この法師のみにもあらず、世間の人、なべて、この事あり。若きほどは、諸事につけて、身を立て、大きなる道をも成じ、能をもつき、学問をもせんと、行く末久しくあらます事ども、心にはかけながら、世をのどかにおもひて、うち怠りつつ、まづ、さしあたりたる、目の前の事にのみまぎれて月日を送れば、事々成す事なくして、身は老いぬ。つひに、物の上手にもならず、おもひしやうに身をも持たず、悔ゆれども取り返さるる齢ならねば、走りて坂を下る輪のごとくに衰へ行く。されば、一生の中、むねとあらまほしからんことの中に、いづれか勝ると、よくおもひ比べて、第一の事を案じ定めて、その他はおもひすてて、一事を励むべし。
エリートの処世術としてはそんなもんかもしれないが、――世間の人が目標がいまいち定まらないのは、兼好法師が歯牙にもかけない目標、例えばうまいものを食べたいとか、美しい人となかよくなりたいとかいう目標に比べて、その一事的という優等生的=職業的な目標にいまいち乗れないからに他ならぬ。しかも、人生はもっといろいろな事が起こり、目標達成みたいなことよりもその事をどうにかすることが優先されるのである。これは当たり前のことである。
兼好法師みたいに、一事に身を捧げるという意識でやっていると、かならずうまくいかなくなったときに、別のものに浮気したり、「楽しめばいいさ」みたいなオタク化に陥ったりするものである。その危険性が見えない兼好法師はたぶん依存的な傾向を持つ人間だ。

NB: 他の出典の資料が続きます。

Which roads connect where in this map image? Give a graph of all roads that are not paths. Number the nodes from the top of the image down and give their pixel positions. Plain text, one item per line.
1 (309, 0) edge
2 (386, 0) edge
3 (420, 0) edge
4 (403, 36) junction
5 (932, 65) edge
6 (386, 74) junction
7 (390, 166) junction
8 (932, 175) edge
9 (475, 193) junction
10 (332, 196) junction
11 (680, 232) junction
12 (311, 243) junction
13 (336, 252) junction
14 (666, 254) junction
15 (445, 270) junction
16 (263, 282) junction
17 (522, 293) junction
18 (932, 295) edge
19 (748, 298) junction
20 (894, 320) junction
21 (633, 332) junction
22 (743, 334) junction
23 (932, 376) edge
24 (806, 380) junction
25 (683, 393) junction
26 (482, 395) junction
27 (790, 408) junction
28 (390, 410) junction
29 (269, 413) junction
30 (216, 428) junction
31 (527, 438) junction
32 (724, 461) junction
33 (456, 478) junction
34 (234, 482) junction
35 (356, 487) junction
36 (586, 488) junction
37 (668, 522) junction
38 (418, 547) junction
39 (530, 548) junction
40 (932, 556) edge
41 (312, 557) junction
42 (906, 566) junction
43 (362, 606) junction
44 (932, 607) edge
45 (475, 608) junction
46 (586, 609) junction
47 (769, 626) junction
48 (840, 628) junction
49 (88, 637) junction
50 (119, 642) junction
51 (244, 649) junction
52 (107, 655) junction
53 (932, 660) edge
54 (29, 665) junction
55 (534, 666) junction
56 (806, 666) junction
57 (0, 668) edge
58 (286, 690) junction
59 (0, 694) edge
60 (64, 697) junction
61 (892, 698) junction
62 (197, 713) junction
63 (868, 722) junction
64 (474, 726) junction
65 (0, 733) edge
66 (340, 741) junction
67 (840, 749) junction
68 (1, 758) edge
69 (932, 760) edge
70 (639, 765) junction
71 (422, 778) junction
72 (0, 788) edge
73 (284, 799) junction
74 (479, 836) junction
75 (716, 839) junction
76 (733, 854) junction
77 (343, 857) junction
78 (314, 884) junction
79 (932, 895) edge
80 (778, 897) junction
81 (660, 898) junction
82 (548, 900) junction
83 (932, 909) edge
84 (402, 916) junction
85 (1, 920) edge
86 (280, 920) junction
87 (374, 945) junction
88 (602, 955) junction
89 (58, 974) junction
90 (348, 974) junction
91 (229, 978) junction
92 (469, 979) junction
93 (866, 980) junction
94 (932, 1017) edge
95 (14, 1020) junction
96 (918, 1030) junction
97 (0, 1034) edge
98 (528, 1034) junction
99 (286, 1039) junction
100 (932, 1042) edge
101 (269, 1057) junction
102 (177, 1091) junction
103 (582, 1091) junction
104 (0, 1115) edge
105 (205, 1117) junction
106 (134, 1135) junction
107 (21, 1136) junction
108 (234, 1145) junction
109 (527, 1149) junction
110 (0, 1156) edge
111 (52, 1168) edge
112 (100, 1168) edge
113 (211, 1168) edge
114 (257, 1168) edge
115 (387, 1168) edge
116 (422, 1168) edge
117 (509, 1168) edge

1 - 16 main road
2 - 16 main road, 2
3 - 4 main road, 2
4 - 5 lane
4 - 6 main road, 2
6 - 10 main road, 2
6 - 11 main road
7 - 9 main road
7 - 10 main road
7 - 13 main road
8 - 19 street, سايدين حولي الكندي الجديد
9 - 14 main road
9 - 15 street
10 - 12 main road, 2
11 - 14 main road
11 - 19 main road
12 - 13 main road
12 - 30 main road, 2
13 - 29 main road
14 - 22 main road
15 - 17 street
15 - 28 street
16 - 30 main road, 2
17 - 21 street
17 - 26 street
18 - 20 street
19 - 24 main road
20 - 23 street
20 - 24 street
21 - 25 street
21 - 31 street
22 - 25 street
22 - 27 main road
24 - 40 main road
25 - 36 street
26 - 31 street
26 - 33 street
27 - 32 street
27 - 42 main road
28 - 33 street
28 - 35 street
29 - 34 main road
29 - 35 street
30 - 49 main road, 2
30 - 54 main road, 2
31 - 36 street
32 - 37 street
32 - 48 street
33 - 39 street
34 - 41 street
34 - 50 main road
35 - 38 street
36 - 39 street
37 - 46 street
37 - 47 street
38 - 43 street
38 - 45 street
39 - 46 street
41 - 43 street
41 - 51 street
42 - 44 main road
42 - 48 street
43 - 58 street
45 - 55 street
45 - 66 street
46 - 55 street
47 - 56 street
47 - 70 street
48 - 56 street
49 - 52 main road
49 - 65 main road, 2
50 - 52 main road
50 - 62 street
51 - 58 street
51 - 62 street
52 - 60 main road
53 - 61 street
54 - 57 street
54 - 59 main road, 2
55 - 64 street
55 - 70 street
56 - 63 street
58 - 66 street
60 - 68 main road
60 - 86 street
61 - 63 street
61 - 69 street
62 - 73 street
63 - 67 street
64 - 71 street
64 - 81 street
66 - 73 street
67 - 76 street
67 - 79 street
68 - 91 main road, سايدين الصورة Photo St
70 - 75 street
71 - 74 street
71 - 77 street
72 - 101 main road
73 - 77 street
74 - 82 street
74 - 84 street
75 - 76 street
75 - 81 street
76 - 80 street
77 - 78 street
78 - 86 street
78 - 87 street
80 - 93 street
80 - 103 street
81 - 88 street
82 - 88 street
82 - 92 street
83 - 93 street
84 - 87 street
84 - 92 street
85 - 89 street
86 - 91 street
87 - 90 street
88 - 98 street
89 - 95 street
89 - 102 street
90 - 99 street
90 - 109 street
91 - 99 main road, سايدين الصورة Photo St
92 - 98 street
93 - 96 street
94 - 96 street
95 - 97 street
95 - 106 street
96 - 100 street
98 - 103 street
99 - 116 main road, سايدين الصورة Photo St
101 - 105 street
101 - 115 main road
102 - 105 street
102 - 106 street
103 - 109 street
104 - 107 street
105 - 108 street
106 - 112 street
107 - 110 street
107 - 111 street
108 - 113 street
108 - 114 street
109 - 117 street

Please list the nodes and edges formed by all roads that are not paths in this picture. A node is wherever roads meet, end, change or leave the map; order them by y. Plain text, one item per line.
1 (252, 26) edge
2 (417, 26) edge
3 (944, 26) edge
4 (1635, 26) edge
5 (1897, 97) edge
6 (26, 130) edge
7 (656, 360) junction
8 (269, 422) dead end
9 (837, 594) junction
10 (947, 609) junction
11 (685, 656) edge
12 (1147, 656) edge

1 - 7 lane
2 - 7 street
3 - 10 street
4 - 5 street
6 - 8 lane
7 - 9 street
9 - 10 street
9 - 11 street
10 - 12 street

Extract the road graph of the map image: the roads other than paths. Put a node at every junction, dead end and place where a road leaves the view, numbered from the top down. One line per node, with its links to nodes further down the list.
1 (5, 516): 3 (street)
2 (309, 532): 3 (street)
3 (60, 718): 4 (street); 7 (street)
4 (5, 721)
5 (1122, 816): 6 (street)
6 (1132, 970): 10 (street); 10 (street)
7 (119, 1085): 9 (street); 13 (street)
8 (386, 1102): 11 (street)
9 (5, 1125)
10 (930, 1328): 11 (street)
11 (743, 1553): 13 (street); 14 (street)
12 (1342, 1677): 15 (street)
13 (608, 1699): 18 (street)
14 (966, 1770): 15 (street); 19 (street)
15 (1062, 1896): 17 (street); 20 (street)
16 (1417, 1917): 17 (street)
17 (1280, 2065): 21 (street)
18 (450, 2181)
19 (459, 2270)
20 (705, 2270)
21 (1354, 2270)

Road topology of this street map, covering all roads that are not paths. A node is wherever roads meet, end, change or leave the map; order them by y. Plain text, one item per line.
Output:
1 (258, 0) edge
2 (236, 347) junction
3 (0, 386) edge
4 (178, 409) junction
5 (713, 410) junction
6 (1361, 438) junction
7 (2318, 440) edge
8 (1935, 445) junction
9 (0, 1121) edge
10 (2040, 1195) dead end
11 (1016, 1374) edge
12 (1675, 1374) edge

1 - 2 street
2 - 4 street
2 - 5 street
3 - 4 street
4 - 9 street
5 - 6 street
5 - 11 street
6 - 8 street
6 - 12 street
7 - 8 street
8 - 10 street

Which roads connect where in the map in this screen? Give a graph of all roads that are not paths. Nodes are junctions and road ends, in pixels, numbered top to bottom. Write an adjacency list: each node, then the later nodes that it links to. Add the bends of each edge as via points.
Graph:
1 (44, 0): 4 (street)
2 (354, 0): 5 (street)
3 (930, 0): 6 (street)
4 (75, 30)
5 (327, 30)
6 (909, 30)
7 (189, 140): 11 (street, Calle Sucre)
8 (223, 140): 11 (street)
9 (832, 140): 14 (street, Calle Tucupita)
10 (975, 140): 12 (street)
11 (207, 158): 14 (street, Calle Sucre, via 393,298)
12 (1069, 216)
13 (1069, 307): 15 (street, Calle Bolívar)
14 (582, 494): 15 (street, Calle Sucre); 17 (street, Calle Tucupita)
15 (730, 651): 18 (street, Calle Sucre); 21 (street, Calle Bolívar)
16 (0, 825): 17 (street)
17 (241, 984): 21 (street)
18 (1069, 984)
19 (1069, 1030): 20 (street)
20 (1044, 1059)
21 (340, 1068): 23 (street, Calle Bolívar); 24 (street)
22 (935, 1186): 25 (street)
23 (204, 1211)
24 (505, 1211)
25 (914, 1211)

私は自分の作品の中で、私の生れた家を自慢しているように思われるかも知れませんが、かえって、まだ自分の家の事実の大きさよりも更に遠慮して、殆どそれは半分、いや、もっとはにかんで語っている程です。
一事が万事、なにかいつも自分がそのために人から非難せられ、仇敵視されているような、そういう恐怖感がいつも自分につきまとって居ります。そのためにわざと、最下等の生活をしてみせたり、或いはどんな汚いことにでも平気になろうと心がけたけれども、しかしまさか私は縄の帯は締められない。
――太宰治「わが半生を語る」
これはまた違った意味での「一事」であって、太宰は自分が何か「一事」の中に閉じ込められていると知っていた。これは家制度の問題でもあったが、彼は自我というのは、家のような縄だと言いたいのである。特に彼が生きた時代は、おそろしく空想的なものが存在を許されていた。家のような縄もその一部だと思われた。彼が戦争に際して、それに熱狂する人間さえも排除できなかったのは、自分をその縄のように空想に紐帯するものと思っていたからである。
いまの70歳ぐらいの世代は戦後世代で、オリンピックに対する態度もある種独特である。実際高校生とか中学性であってテレビもあったけれどもオリンピックを見ていたのは本当に多かったのか疑問もある。「テレビはあったんだけど見てない、映画は見たんだけど」という人が結構いるはずである。つまり何が言いたいかというと、わたくしの父の世代にとって自分の国で行われる夏のオリンピックを初めて「みる」のが今回だったのである。札幌や長野の冬のやつは仕事で忙しくて見てないのかもしれない。――つまり前回のやつは、首相の言とは逆にほぼ空想の産物なのである。今回こそ「見ら」れるというわけだ。
今回も飛行機が五輪を描けてないとか描けてるとか議論があったわけだが、あんなのも実際見たやつは前回も少数であって、国民のほとんどにとってはほぼ空想だったわけだ。今回もある意味空想でよいわ。でも、この空想を抱かせることがメディア環境も変わったなかでとっても難しいのである。
そんななかで、縄をどこにつけてよいのかわからない人間達で溢れかえってしまっている。